There’s a huge shortage of qualified math and science teachers.
This shouldn’t surprise anyone. These days, it’s a lot more lucrative to do just about anything than to teach. Our high-schools have terrible problems with discipline. They have shortages of everything but trouble. And with families getting smaller and there being more childless families, no one wants to pay to fix the problems.
How do you fix it? The answer to that, if I had it, would probably fill several book shelves. But there is a good idea that’s been passed around more than once: pay off the student loans of graduates who teach for three or four years. It’s been done before, too.

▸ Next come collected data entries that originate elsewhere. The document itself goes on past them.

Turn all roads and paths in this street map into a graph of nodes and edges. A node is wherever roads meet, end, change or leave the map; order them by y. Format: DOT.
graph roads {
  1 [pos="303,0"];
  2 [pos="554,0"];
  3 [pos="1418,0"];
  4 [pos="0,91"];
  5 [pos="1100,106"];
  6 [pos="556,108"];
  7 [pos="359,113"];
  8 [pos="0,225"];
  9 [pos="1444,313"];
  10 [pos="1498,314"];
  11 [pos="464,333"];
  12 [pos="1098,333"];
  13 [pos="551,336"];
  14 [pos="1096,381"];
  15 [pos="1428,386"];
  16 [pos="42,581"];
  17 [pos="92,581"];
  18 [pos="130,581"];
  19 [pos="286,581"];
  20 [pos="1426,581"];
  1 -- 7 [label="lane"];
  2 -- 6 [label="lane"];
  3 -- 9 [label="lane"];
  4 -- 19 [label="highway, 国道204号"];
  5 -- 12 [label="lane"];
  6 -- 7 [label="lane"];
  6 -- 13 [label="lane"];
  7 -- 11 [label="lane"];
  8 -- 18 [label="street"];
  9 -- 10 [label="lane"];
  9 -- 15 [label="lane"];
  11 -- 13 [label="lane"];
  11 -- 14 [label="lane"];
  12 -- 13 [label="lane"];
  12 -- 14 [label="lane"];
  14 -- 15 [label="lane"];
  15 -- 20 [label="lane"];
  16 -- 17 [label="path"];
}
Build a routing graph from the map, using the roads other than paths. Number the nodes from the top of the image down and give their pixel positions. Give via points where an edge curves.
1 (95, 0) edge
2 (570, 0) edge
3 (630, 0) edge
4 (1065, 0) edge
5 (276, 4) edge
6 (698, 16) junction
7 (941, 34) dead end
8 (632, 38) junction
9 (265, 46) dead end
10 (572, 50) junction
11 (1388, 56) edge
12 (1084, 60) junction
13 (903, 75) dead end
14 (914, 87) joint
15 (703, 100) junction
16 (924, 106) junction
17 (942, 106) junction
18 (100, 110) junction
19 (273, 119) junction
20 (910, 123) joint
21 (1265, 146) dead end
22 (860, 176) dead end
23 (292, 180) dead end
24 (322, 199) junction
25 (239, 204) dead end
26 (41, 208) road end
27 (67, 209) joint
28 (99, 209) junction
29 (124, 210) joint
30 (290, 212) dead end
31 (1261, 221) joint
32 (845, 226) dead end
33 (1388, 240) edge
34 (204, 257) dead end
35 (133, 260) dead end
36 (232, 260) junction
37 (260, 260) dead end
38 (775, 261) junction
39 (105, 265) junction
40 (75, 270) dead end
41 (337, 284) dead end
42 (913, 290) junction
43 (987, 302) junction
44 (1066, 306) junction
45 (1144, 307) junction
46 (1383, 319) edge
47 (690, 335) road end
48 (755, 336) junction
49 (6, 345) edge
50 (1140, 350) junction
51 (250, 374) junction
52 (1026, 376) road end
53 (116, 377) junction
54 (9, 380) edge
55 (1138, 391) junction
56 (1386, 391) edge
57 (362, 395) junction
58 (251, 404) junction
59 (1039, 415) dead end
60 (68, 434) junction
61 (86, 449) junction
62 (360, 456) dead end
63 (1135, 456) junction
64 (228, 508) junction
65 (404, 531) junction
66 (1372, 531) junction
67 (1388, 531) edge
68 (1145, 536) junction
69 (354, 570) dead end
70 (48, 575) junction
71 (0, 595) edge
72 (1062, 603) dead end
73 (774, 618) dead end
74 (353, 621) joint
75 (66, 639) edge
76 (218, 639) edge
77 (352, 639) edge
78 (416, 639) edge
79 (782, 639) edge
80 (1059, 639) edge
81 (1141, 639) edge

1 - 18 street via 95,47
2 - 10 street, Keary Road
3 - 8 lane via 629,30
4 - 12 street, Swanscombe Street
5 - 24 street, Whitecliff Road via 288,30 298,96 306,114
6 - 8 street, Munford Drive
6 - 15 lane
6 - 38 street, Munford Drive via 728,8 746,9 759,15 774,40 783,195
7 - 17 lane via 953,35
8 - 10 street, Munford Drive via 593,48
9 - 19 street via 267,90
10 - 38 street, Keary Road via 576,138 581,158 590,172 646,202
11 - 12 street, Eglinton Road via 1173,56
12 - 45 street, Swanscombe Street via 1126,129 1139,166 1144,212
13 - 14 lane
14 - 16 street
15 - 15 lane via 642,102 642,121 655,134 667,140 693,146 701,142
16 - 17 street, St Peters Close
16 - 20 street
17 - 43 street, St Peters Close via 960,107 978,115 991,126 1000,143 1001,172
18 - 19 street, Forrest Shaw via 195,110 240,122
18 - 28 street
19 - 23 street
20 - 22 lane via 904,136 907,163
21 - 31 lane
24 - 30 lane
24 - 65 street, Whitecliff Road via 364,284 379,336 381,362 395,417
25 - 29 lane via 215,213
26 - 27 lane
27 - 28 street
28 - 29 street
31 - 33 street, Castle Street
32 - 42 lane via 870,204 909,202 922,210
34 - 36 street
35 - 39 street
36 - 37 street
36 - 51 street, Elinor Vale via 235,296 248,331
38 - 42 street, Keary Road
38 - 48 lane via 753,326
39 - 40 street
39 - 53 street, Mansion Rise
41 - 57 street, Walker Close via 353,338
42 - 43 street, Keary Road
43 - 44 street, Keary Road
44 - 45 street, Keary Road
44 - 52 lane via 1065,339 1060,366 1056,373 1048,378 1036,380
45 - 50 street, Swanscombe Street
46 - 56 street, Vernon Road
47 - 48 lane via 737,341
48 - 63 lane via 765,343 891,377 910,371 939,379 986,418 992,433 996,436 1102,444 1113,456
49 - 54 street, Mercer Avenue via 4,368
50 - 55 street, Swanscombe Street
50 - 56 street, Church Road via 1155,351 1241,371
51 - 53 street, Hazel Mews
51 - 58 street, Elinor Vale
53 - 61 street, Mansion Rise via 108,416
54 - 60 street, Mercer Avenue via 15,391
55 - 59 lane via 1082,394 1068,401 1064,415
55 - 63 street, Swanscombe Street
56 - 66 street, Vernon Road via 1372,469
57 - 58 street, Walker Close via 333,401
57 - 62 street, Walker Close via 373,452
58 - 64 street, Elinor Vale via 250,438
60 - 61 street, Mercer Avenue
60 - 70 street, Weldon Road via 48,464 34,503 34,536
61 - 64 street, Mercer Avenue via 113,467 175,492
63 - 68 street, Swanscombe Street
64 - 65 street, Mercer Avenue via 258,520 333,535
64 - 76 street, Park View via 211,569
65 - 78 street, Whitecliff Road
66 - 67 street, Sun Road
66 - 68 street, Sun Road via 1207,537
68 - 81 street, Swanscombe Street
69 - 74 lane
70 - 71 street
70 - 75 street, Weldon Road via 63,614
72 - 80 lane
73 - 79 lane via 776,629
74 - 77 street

This idea is being proposed by Senator Max Barcus (D-Montana). He is proposing it just for science, math, and engineering, but I think it could be used to help improve the education we give our children in all areas.
When I was in high school, in Kentucky. One of my best teachers was teaching trigonometry at my high school, in Louisville Kentucky. Kentucky had a program that paid off student loans for people who taught in high school for three years. He was an excellent teacher, one that my school probably would never have had, if not for that program. In the three years he was at that school, he helped hundreds of students.
A program like this gives us the chance to borrow smart driven individuals for a few years, before they start their careers. Hopefully, it will convince a few of them to stay on and teach for a living, but even if none of them do, the effects of their work will be felt throughout the community.